March 24 @ 4:00 PM 5:00 PM

Carl D. Laird
John E. Swearingen Professor and Department Head
Carnegie Mellon University
Pittsburgh, Pennsylvania

Systems, Surrogates, Solutions: Optimization and Machine Learning for Decision-Making at Scale

Profile photo of Carl D. Laird. He has short brown hair and is wearing glasses and a grey suit.

Emerging global challenges are pushing the limits of today’s scientific computing tools. To overcome these barriers, our group develops open-source solutions for large-scale optimization problems. At the intersection of data science and mathematical programming, new capabilities support optimization-based decision-making with embedded machine-learning and data-driven models. Leveraging high-level languages like Python, we are democratizing these capabilities, placing powerful tools in the hands of a broader research community. Two vignettes illustrate the effectiveness of these capabilities to tackle challenging science and engineering problems at scale.

The first vignette highlights our rapid-response work during COVID-19. The pandemic exposed significant challenges in mitigating emerging infectious diseases. I will discuss our work to efficiently estimate county-level transmission parameter dynamics using a fully-coupled, national-scale model. With full spatio-temporal transmission parameter profiles, we were able to estimate the impact of non-pharmaceutical interventions on the spread of COVID-19. Our current work focuses on developing accessible, advanced optimization capabilities that enable inference on very large-scale, nonlinear dynamic systems.

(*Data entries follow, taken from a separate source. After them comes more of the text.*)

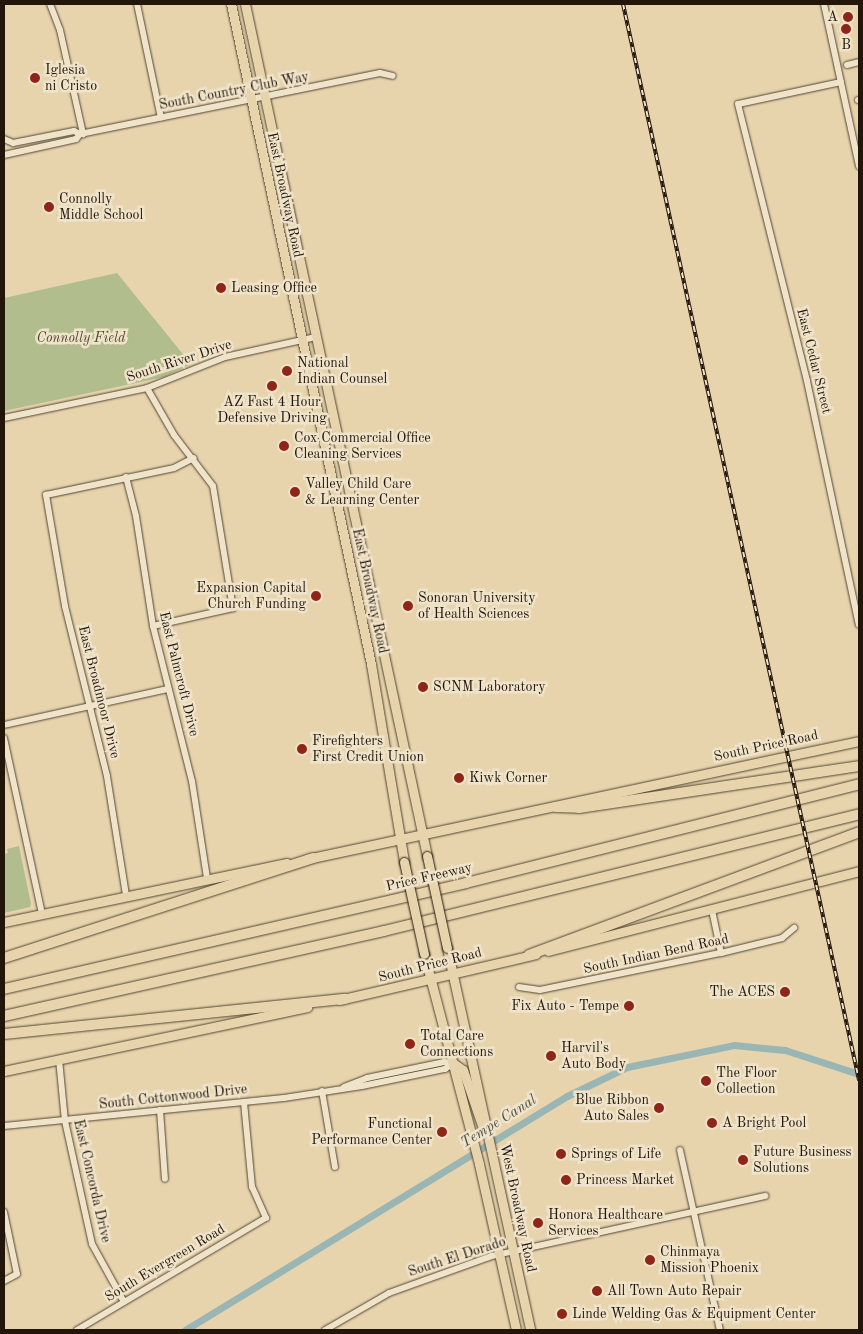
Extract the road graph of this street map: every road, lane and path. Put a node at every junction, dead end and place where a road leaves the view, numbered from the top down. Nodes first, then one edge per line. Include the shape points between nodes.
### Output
1 (50, 4) edge
2 (137, 4) edge
3 (231, 4) edge
4 (245, 4) edge
5 (824, 4) edge
6 (859, 62) edge
7 (846, 65) dead end
8 (393, 76) dead end
9 (841, 82) junction
10 (265, 98) junction
11 (251, 100) junction
12 (161, 118) junction
13 (81, 134) junction
14 (4, 139) edge
15 (4, 155) edge
16 (859, 166) edge
17 (316, 338) junction
18 (302, 340) junction
19 (147, 388) junction
20 (4, 418) edge
21 (194, 458) junction
22 (126, 477) junction
23 (365, 570) junction
24 (351, 573) junction
25 (859, 625) edge
26 (153, 626) junction
27 (384, 661) junction
28 (371, 664) junction
29 (168, 689) junction
30 (88, 708) junction
31 (4, 725) edge
32 (4, 738) edge
33 (859, 741) edge
34 (859, 766) edge
35 (859, 784) edge
36 (556, 807) junction
37 (859, 814) edge
38 (859, 832) edge
39 (422, 834) junction
40 (399, 838) junction
41 (313, 858) junction
42 (859, 872) edge
43 (206, 878) junction
44 (126, 895) junction
45 (712, 910) junction
46 (42, 914) junction
47 (4, 922) edge
48 (794, 928) dead end
49 (721, 953) junction
50 (529, 955) junction
51 (4, 958) edge
52 (453, 974) junction
53 (430, 980) junction
54 (519, 987) dead end
55 (4, 988) edge
56 (345, 999) junction
57 (4, 1016) edge
58 (4, 1034) edge
59 (59, 1059) junction
60 (452, 1063) junction
61 (4, 1070) edge
62 (403, 1070) junction
63 (394, 1080) junction
64 (344, 1087) junction
65 (322, 1092) junction
66 (244, 1102) junction
67 (160, 1110) junction
68 (65, 1121) junction
69 (4, 1126) edge
70 (488, 1134) junction
71 (680, 1150) dead end
72 (335, 1167) dead end
73 (165, 1179) dead end
74 (765, 1196) dead end
75 (4, 1212) edge
76 (694, 1212) junction
77 (513, 1252) junction
78 (500, 1254) junction
79 (4, 1281) edge
80 (124, 1302) junction
81 (77, 1330) edge
82 (325, 1330) edge
83 (516, 1330) edge
84 (530, 1330) edge
85 (720, 1330) edge

1 - 13 street via 60,30
2 - 12 street
3 - 11 main road, East Broadway Road
4 - 10 main road, East Broadway Road
5 - 9 street
6 - 7 street
8 - 10 street, South Country Club Way via 380,73
9 - 16 street
9 - 25 street, East Cedar Street via 738,104 807,381
10 - 11 street, South Country Club Way
10 - 17 main road, East Broadway Road
11 - 12 street, South Country Club Way
11 - 18 main road, East Broadway Road
12 - 13 street, South Country Club Way
13 - 14 street, South Country Club Way via 74,131 13,144
13 - 15 street, South Country Club Way via 76,139
17 - 18 street, South River Drive
17 - 23 main road, East Broadway Road
18 - 19 street, South River Drive via 226,357
18 - 24 main road, East Broadway Road
19 - 20 street, South River Drive
19 - 21 street via 174,436
21 - 22 street via 174,468
21 - 26 street via 213,486 233,608
22 - 26 street, East Palmcroft Drive via 136,516
22 - 30 street, East Broadmoor Drive via 46,495 65,606
23 - 24 main road
23 - 27 main road, East Broadway Road
24 - 28 main road, East Broadway Road
26 - 29 street, East Palmcroft Drive
27 - 28 main road
27 - 39 main road, East Broadway Road
28 - 40 main road, East Broadway Road
29 - 30 street
29 - 43 street, East Palmcroft Drive via 192,781
30 - 31 street
30 - 44 street, East Broadmoor Drive via 107,776
32 - 46 street
33 - 36 main road, South Price Road
34 - 36 highway via 579,808
35 - 55 highway, Price Freeway via 466,883
36 - 39 main road, South Price Road
37 - 57 highway via 384,931
38 - 50 highway
39 - 40 main road, South Price Road
39 - 52 main road, East Broadway Road, bridge
40 - 41 main road, South Price Road
40 - 53 main road, East Broadway Road, bridge
41 - 43 main road, South Price Road
41 - 51 highway
42 - 45 main road, South Price Road
43 - 44 main road, South Price Road
44 - 46 main road, South Price Road
45 - 49 street
45 - 50 main road, South Price Road
46 - 47 main road, South Price Road
48 - 49 street, South Indian Bend Road via 782,938
49 - 54 street, South Indian Bend Road via 540,990
50 - 52 main road, South Price Road
52 - 53 main road, South Price Road
52 - 70 main road, West Broadway Road
53 - 56 main road, South Price Road
53 - 60 main road, West Broadway Road
56 - 58 highway
56 - 59 main road, South Price Road
59 - 61 main road, South Price Road
59 - 68 street, East Concorda Drive
60 - 62 street, South Cottonwood Drive
60 - 63 street, South Cottonwood Drive via 446,1069
60 - 70 main road via 463,1070 475,1109
60 - 78 main road, West Broadway Road
62 - 63 street
62 - 64 street, South Cottonwood Drive via 352,1081
63 - 64 street, South Cottonwood Drive
64 - 65 street, South Cottonwood Drive
65 - 66 street, South Cottonwood Drive
65 - 72 street
66 - 67 street, South Cottonwood Drive
66 - 80 street, South Evergreen Road via 252,1187 266,1218
67 - 68 street, South Cottonwood Drive
67 - 73 street
68 - 69 street, South Cottonwood Drive
68 - 80 street, East Concorda Drive via 92,1244
70 - 77 main road, West Broadway Road
71 - 76 street
74 - 76 street, South El Dorado
75 - 79 street via 17,1274
76 - 77 street, South El Dorado
76 - 85 street
77 - 78 street, South El Dorado
77 - 84 main road, West Broadway Road
78 - 82 street, South El Dorado via 389,1293
78 - 83 main road, West Broadway Road
80 - 81 street, South Evergreen Road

Machine learning (ML) models are increasingly used as surrogates for complex processes within engineering. Here, I will discuss the need for surrogates in large-scale decision-making and introduce the Optimization and Machine Learning Toolkit (OMLT), a Python framework developed in collaboration with Imperial College London and Sandia National Laboratories. This package supports solution of mathematical programming problems with embedded ML models. I will showcase several applications that illustrate the use of machine learning surrogates, including for example, process design and operations, bioprocess modeling, and process family design. We will discuss our most current work on the use of conformal methods for optimization under uncertainty and advanced decomposition approaches for training hybrid models.